▸ PROBLEM TO SOLVE: For the entries below, count the lines that contain the word "name" and reply with that number only.

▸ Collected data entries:

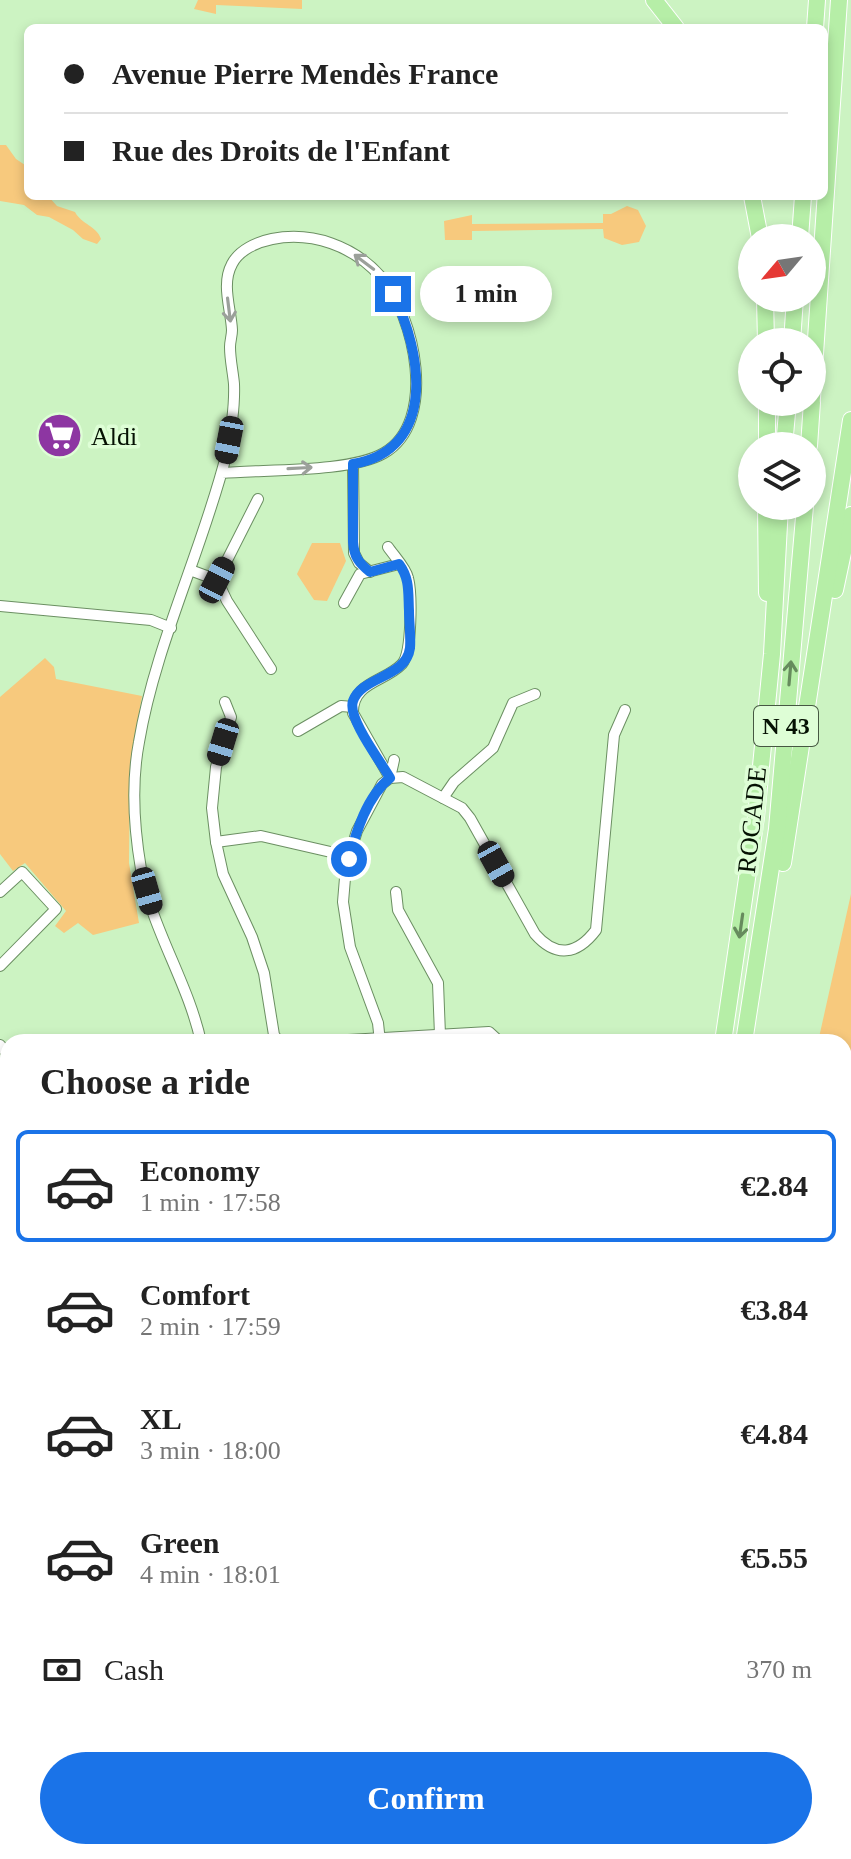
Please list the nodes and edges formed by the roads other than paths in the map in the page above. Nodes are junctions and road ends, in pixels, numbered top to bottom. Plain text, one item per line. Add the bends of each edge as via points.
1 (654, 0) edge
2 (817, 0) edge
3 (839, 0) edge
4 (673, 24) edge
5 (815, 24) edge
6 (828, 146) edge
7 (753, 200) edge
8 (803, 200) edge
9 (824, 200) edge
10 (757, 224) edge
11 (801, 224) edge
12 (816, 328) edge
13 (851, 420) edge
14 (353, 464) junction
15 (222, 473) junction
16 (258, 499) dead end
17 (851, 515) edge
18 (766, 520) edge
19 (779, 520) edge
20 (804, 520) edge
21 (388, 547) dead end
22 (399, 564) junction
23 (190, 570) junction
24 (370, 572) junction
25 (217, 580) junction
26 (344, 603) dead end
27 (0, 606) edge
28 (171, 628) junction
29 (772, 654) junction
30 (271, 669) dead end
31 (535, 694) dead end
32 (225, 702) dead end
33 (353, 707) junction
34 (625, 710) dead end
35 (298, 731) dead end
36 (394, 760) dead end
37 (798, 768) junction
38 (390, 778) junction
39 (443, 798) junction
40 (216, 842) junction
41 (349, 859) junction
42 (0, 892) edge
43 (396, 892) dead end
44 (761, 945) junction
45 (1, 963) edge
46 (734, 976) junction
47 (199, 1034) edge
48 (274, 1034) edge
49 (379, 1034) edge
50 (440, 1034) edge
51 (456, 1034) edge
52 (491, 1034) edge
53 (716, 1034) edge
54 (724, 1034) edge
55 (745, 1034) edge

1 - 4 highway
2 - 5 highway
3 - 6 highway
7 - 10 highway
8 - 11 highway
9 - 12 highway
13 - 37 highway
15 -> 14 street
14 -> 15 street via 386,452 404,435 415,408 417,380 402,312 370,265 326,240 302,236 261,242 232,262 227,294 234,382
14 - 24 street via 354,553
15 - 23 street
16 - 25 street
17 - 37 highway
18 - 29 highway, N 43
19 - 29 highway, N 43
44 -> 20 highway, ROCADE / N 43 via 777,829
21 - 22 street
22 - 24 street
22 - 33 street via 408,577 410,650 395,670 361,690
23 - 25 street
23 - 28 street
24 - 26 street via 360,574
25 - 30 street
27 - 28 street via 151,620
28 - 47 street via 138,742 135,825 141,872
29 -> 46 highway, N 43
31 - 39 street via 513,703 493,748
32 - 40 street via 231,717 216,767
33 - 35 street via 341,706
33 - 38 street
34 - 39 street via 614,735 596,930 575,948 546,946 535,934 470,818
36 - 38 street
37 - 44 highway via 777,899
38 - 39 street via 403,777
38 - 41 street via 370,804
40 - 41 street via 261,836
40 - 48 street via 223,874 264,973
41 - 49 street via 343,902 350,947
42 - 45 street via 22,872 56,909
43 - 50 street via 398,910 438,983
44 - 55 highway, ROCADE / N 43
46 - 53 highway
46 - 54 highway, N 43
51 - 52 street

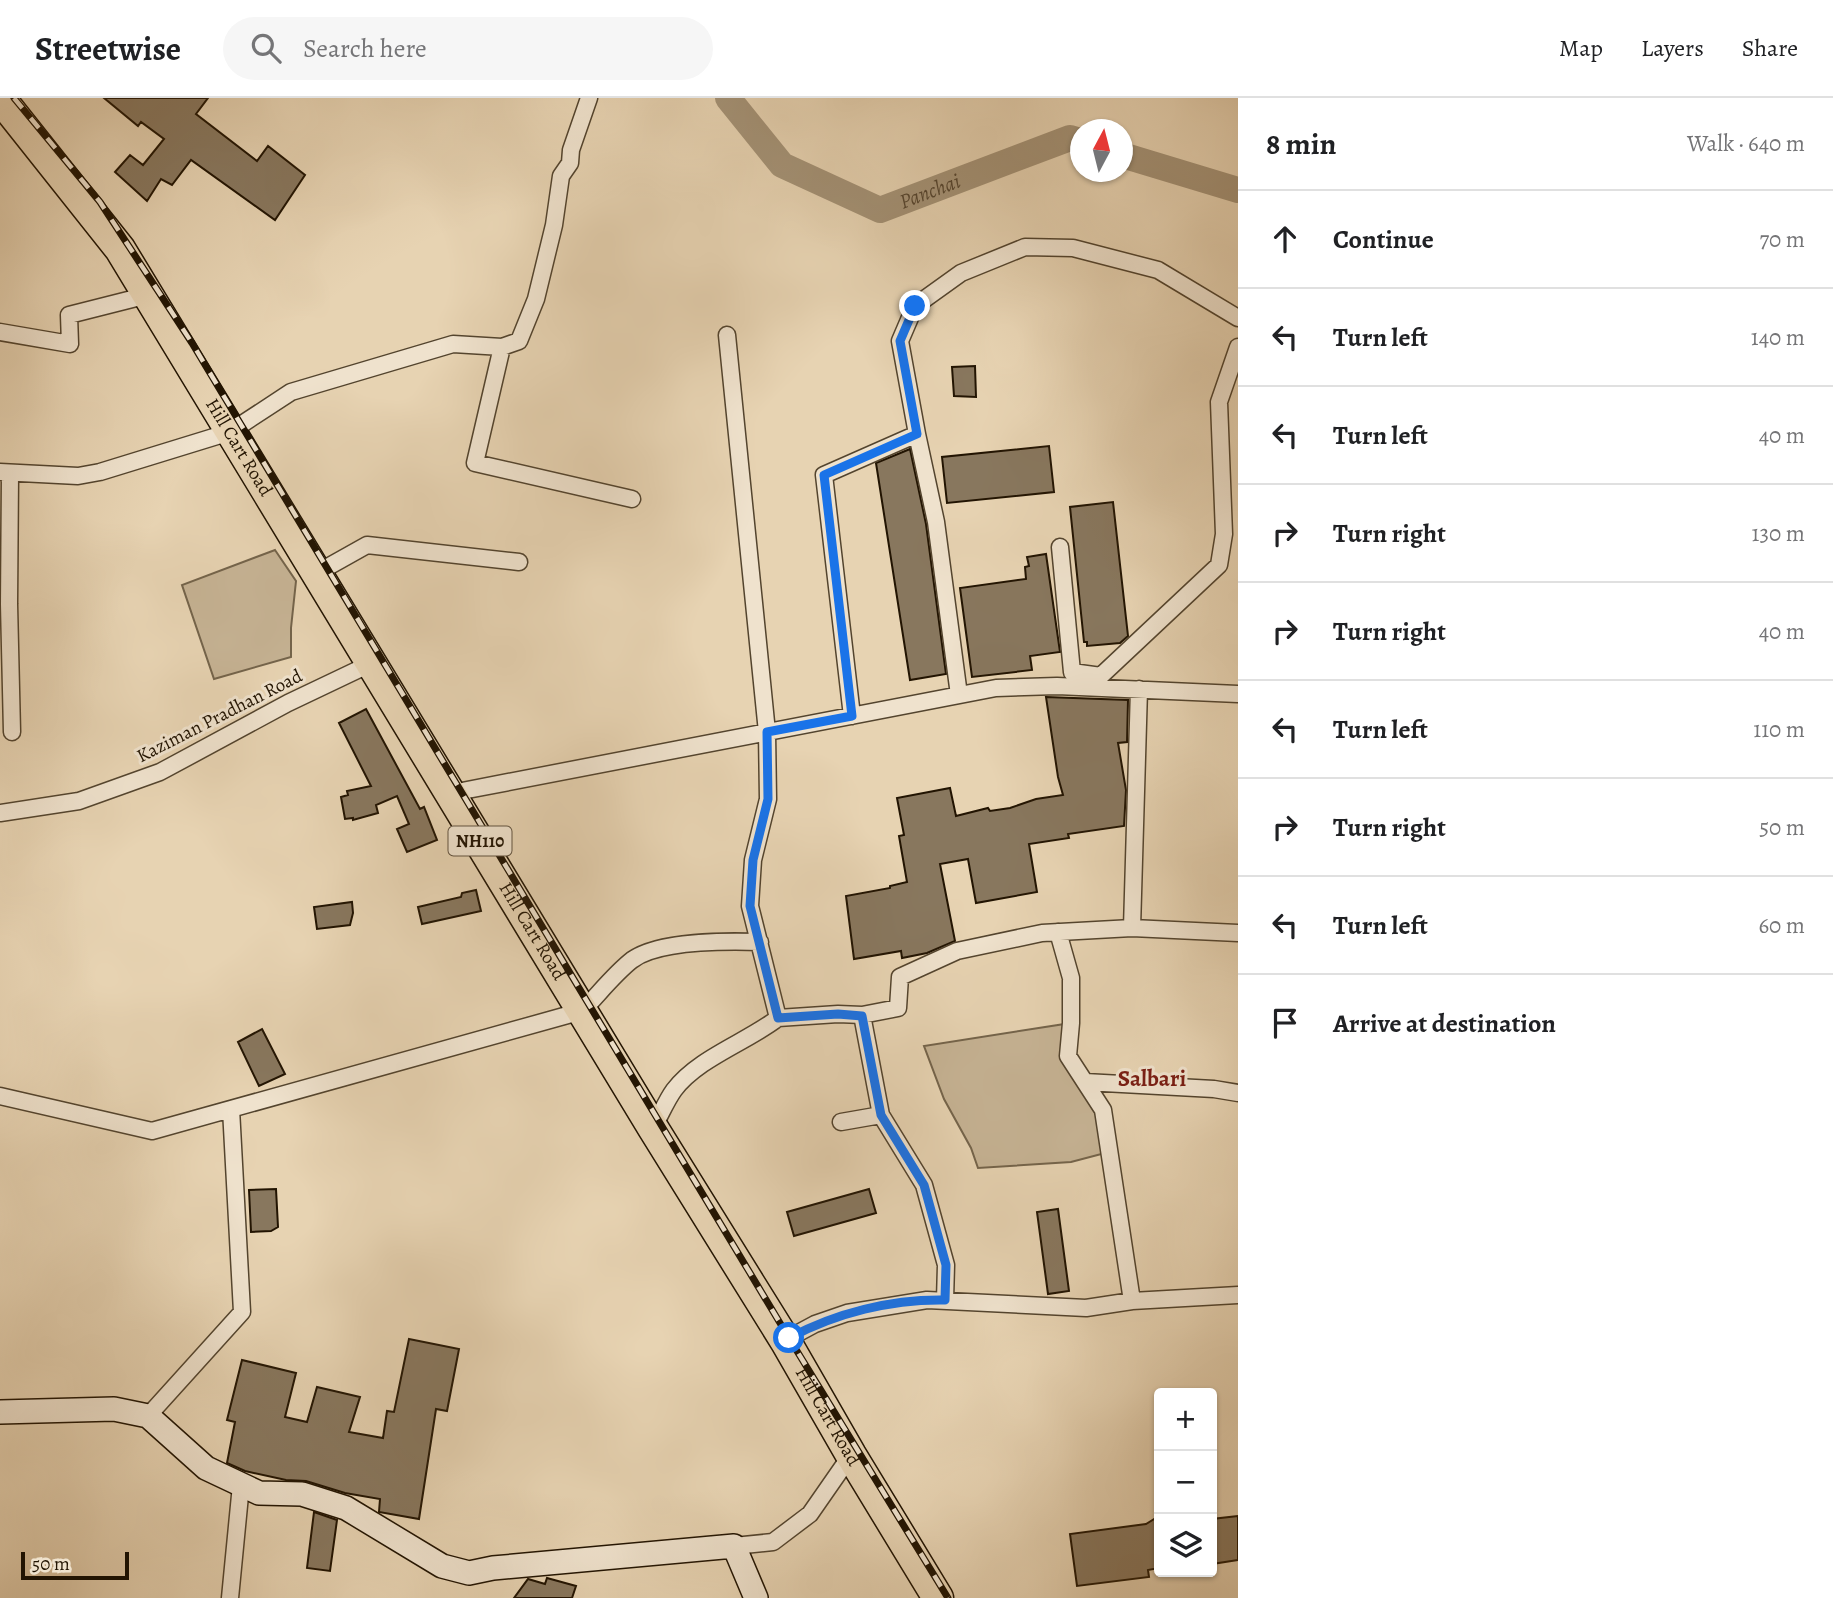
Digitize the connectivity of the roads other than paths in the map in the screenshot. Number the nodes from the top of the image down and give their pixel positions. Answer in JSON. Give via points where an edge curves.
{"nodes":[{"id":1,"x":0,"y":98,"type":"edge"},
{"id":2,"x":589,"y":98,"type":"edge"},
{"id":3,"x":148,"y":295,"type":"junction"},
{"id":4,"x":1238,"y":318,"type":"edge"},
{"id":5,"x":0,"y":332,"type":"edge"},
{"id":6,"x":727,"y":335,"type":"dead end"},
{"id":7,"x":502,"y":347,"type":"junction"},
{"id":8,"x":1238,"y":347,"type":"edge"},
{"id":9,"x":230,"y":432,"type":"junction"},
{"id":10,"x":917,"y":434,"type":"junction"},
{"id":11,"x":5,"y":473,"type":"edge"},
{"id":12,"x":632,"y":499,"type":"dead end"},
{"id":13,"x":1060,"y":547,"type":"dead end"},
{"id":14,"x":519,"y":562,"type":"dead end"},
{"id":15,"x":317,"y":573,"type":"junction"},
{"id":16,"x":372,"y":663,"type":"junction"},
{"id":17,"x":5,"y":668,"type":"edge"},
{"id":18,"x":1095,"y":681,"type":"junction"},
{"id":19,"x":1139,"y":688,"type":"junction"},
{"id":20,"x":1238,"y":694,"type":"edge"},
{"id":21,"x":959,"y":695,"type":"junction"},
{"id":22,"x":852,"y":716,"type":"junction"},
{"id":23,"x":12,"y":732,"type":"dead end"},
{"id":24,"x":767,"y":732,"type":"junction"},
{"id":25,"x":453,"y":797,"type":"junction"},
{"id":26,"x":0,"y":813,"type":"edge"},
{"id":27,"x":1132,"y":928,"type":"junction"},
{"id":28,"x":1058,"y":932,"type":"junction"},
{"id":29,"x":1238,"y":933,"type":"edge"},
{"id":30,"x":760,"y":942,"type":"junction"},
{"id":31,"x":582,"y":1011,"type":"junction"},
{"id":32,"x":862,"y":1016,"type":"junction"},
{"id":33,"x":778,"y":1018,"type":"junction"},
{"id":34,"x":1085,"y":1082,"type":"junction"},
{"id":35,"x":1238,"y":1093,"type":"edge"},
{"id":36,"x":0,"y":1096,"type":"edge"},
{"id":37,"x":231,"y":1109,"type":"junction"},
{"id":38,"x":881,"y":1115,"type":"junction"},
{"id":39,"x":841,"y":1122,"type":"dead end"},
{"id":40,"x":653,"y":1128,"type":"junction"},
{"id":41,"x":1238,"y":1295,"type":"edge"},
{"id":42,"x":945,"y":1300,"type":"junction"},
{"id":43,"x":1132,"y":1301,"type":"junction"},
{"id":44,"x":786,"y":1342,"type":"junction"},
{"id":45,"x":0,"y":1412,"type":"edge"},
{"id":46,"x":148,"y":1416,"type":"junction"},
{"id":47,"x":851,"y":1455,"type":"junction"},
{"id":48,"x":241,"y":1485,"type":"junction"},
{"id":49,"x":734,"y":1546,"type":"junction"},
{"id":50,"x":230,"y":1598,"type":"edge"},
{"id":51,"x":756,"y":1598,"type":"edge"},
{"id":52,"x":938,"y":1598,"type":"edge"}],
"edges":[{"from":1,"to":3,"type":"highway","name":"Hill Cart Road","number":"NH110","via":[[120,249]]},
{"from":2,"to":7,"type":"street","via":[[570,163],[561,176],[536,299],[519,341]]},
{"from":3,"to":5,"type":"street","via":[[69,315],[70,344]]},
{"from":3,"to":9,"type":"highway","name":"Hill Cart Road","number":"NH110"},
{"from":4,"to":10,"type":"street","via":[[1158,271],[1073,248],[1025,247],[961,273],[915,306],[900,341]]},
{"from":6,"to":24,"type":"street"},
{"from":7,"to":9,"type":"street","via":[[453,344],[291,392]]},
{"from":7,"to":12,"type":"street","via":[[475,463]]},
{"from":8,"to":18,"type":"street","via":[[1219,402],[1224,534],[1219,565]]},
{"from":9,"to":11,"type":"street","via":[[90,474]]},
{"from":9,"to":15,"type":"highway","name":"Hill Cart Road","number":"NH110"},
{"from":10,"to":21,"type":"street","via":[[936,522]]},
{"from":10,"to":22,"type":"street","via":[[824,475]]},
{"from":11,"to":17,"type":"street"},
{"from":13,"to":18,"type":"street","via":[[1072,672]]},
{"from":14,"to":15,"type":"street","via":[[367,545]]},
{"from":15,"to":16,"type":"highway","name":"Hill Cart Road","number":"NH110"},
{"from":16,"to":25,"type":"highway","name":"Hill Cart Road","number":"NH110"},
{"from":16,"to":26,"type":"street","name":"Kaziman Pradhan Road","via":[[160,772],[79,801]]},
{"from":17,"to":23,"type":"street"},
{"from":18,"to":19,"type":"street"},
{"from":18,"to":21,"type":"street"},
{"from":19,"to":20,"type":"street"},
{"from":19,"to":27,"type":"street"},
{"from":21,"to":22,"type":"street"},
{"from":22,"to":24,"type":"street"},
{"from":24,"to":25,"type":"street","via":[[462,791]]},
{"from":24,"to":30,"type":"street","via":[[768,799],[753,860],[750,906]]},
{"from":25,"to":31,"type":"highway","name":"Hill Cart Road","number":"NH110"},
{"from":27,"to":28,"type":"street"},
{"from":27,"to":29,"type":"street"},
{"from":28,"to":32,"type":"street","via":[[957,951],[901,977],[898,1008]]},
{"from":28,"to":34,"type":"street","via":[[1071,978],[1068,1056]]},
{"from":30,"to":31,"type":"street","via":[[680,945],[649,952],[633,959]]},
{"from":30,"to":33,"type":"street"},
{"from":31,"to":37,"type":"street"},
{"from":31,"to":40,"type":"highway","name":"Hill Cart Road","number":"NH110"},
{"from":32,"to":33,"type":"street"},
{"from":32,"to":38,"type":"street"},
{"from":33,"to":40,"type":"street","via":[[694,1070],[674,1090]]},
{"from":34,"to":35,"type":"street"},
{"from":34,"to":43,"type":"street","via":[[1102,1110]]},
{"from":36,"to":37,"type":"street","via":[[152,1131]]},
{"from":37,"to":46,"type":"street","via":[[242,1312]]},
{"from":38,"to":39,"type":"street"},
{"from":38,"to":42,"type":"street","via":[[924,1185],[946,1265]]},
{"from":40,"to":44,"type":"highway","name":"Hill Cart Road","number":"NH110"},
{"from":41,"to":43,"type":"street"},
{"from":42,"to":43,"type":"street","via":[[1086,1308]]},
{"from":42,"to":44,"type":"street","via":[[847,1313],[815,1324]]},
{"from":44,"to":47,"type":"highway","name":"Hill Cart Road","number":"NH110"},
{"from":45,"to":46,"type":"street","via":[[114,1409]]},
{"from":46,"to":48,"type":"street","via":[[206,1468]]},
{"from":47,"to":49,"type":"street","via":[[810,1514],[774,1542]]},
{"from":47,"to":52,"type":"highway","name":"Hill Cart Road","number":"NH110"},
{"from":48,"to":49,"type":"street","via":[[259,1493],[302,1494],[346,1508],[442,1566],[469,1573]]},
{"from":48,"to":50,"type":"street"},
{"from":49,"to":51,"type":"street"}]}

▸ RESPONSE BOX: 11